The CDO defines what the data is, how sensitive it is, and why it matters to the business. The CISO defines who and what can access it, how access is controlled, and how misuse is detected. In AI programmes, those responsibilities overlap so heavily that separate governance paths usually create friction without reducing risk.
Why This Matters for Security Teams
The CDO and CISO split sounds tidy on paper, but ai governance turns that split into a coordination problem. Data leaders are accountable for classification, lineage, retention, and business meaning. Security leaders are accountable for access, misuse detection, and containment. When AI systems consume data, generate outputs, and trigger actions, those boundaries blur fast, especially if the programme includes agents that can chain tools, request permissions, or act without human review.
That is why the practical question is less “who owns AI?” and more “who owns the control path from data to decision to action?” Current guidance from NIST AI Risk Management Framework and Ultimate Guide to NHIs — Regulatory and Audit Perspectives both point toward shared accountability, not siloed ownership. The CDO should define what data may be used, for what purpose, and under what sensitivity constraints. The CISO should define the identity, access, monitoring, and revocation model that prevents the AI from exceeding that purpose.
In practice, many security teams encounter entitlement sprawl, weak auditability, and agent misuse only after a data exposure or unsafe autonomous action has already occurred, rather than through intentional governance design.
How It Works in Practice
In a mature AI governance model, the CDO and CISO operate as complementary control owners. The CDO sets the data policy: which datasets are approved, whether personal or regulated data can be used, how retention works, and which business use cases are allowed. The CISO translates that policy into enforceable access control, telemetry, and response: identity binding, approval workflows, monitoring, anomaly detection, and revocation when the AI no longer needs access.
For agentic systems, the technical pattern usually shifts away from static role-based access and toward task-bound access. That means just-in-time credentials, short-lived secrets, workload identity, and runtime policy checks. The right question is not whether the agent belongs to a role forever, but whether it can prove what it is, what it is trying to do, and whether that action is permitted right now. The identity model becomes part of the control plane, not an afterthought.
- Use data classification to define what an AI can see, then enforce that with identity-aware policy.
- Prefer short-lived credentials and ephemeral secrets over standing access for autonomous workloads.

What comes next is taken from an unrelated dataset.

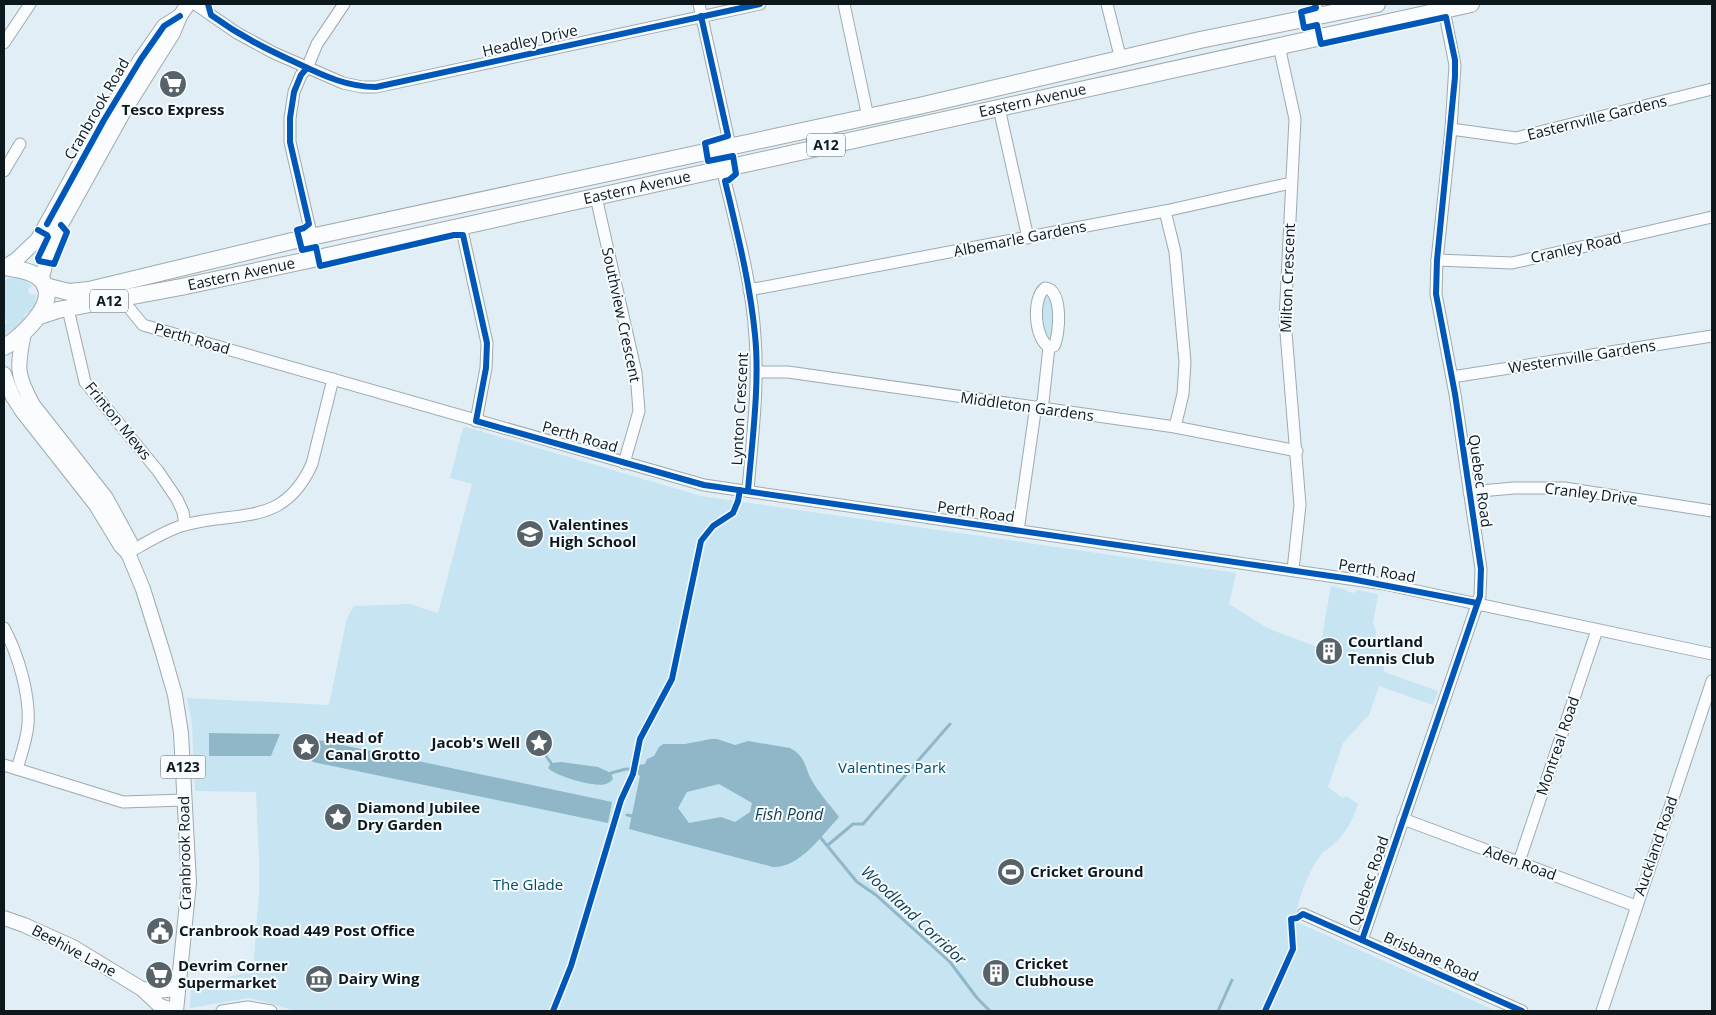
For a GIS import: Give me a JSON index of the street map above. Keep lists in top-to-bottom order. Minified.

- Bind the agent to a workload identity and evaluate each request at runtime, rather than trusting pre-approved roles alone.
- Log the data source, model action, tool call, and downstream effect so audit teams can reconstruct the full chain.
This aligns with the direction in NIST Cybersecurity Framework 2.0 and with NHIMG guidance in Top 10 NHI Issues, especially where over-privileged AI systems are granted access far beyond what a human operator would receive. Those controls tend to break down when AI agents are embedded in fast-moving engineering environments with shared service accounts, because the organisation cannot reliably separate human, workload, and agent activity.
Common Variations and Edge Cases
Tighter access control often increases operational overhead, requiring organisations to balance risk reduction against delivery speed. That tradeoff becomes sharper when the AI programme supports analytics, customer service, and software engineering at the same time, because each use case may have different data sensitivity and response latency needs.
There is no universal standard for splitting CDO and CISO responsibility in AI governance yet. Current guidance suggests three common patterns. In the first, the CDO owns data eligibility and the CISO owns access enforcement, with a joint approval board for higher-risk use cases. In the second, a central AI governance lead coordinates both functions to avoid policy gaps. In the third, highly regulated environments keep the split but require formal evidence of policy alignment, often drawing on NIST AI 600-1 Generative AI Profile and Ultimate Guide to NHIs — Lifecycle Processes for Managing NHIs.
The edge case most teams miss is autonomous behaviour. Once an AI agent can decide its own sequence of tool calls, role-based governance becomes less reliable because the access path is dynamic. In those environments, the CDO cannot just label the data, and the CISO cannot just approve a role. They need a shared control model for intent-based authorisation, ephemeral access, and continuous monitoring. The guidance is evolving here, but the direction is clear: if the system can act on its own, governance must be able to constrain it at runtime, not just at design time.
Standards & Framework Alignment
This section maps relevant standards and security frameworks to the operational risks and controls described in this guidance.
OWASP Agentic AI Top 10 and CSA MAESTRO address the attack and risk surface, while NIST AI RMF set the governance and control requirements practitioners need to meet.
| Framework | Control / Reference | Relevance |
|---|---|---|
| OWASP Agentic AI Top 10 | A1 | Autonomous agents need runtime controls beyond static roles. |
| CSA MAESTRO | Defines governance patterns for securing multi-agent and AI workflows. | |
| NIST AI RMF | AI RMF frames governance accountability across data and security ownership. |
Use MAESTRO to map shared CDO/CISO controls across agent identity, policy, and monitoring.